The first point on the list is particularly important, because the genome sequencing needed to identify new variants is very sophisticated and relatively rare.

Health Secretary Matt Hancock told the House of Commons on 9 February it was also important whether "a variant of concern is the dominant variant", adding the list was kept "under review".

Why were Pakistan and Bangladesh put on the red list before India?


Few cases of the South Africa variant found in the UK have come from Europe, according to the Department for Transport, with most coming from other parts of the world.

But just because a country has found new variants, or has many cases of coronavirus, it will not necessarily be on the red list.

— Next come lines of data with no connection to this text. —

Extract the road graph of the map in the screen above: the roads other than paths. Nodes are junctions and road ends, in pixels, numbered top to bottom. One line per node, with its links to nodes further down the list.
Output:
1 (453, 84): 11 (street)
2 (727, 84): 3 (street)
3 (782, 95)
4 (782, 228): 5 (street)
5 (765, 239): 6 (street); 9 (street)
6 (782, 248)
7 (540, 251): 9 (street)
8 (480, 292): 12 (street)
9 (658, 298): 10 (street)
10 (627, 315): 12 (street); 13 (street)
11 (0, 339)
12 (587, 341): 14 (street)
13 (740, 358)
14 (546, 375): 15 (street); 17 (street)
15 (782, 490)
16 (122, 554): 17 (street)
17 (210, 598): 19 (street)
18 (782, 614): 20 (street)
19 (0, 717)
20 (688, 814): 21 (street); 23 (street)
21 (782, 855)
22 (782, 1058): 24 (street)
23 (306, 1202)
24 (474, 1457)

On 13 April, the World Health Organization identified:

*  82 countries where the variant identified in South Africa had been found, of which only 21 were on the red list

*  52 countries with the variant identified in Brazil, of which 14 were on the red list

Bangladesh, which had the South Africa but not the Brazil variant, and Pakistan, which had neither, were added to the red list on 9 April.

But India, which had both, was not added for another two weeks.


We asked the government why it wasn't added before but have not yet had a response.

"Nobody knows the full criteria - but there may be a political element because the UK wants a trade deal with India," Dr Simon Clarke, associate professor in cellular microbiology, at the University of Reading, said.

"It's not always a data-driven decision," he added, giving the example of Somalia, which is on the red list but has one of the lowest official rates of infection and deaths in the world.

On 9 April:

*  Pakistan had a seven-day average of 21 cases per million people

*  Bangladesh had twice as many

*  India had four times as many


All three countries were seeing coronavirus cases rise.

But the government says its travel bans are more about the transmission of variants of concern and a country's ability to monitor them.

In late March, India's health authority said 771 variants of concern had been detected in a sample of almost 11,000 positive cases - a fraction of the millions of cases recorded in the country.

But India has a greater sequencing ability than Pakistan or Bangladesh, although it is far behind the UK, which does about half of the world's sequencing.

Announcing the decision to add India to the red list, Mr Hancock said the government had found 103 cases of a new variant - first identified in India.

He said: "the vast majority have links to international travel and have been picked up by our testing at the border".